WHAT YOU HAVE TO DO:
Each line of the data below that includes the string "getElementById" must be copied.

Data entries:
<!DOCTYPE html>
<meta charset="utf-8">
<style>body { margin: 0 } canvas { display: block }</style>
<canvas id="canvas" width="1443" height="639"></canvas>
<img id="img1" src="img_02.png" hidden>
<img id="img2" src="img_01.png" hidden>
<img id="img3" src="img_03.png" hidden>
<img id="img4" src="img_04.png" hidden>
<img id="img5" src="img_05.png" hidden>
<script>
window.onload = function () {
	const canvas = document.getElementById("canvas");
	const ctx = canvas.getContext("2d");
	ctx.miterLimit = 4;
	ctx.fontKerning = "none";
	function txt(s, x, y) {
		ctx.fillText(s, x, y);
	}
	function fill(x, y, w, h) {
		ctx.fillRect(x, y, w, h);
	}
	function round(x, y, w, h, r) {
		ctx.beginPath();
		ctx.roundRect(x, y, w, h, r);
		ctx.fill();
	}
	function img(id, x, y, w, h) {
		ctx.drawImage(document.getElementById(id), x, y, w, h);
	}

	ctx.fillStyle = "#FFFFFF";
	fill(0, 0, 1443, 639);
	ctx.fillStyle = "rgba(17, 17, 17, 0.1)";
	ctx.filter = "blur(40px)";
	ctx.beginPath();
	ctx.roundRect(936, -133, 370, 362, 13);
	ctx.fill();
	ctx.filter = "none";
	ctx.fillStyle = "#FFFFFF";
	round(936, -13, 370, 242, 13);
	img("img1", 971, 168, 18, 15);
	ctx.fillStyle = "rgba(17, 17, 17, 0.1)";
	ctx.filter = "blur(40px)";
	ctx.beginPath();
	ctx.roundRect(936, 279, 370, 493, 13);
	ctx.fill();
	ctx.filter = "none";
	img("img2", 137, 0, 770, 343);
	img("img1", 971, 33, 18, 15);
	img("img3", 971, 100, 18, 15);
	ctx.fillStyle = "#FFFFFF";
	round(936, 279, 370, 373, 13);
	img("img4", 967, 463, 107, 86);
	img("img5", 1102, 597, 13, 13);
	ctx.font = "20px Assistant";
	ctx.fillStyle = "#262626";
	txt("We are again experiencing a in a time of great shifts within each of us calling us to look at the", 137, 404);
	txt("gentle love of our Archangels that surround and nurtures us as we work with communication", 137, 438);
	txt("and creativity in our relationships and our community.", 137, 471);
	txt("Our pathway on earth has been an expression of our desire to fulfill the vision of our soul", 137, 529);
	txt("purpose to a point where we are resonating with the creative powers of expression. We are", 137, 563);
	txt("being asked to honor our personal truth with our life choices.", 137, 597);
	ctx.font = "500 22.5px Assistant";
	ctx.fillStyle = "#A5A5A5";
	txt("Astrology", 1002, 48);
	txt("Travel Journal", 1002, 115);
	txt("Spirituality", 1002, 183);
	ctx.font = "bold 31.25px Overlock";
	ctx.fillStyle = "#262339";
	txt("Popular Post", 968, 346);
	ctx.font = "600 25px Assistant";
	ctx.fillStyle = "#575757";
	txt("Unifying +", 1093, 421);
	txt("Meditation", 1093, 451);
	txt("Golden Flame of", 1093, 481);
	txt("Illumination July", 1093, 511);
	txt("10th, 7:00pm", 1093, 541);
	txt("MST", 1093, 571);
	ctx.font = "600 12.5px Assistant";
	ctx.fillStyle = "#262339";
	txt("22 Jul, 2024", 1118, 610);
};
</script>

EXERCISE SOLUTION:
	const canvas = document.getElementById("canvas");
		ctx.drawImage(document.getElementById(id), x, y, w, h);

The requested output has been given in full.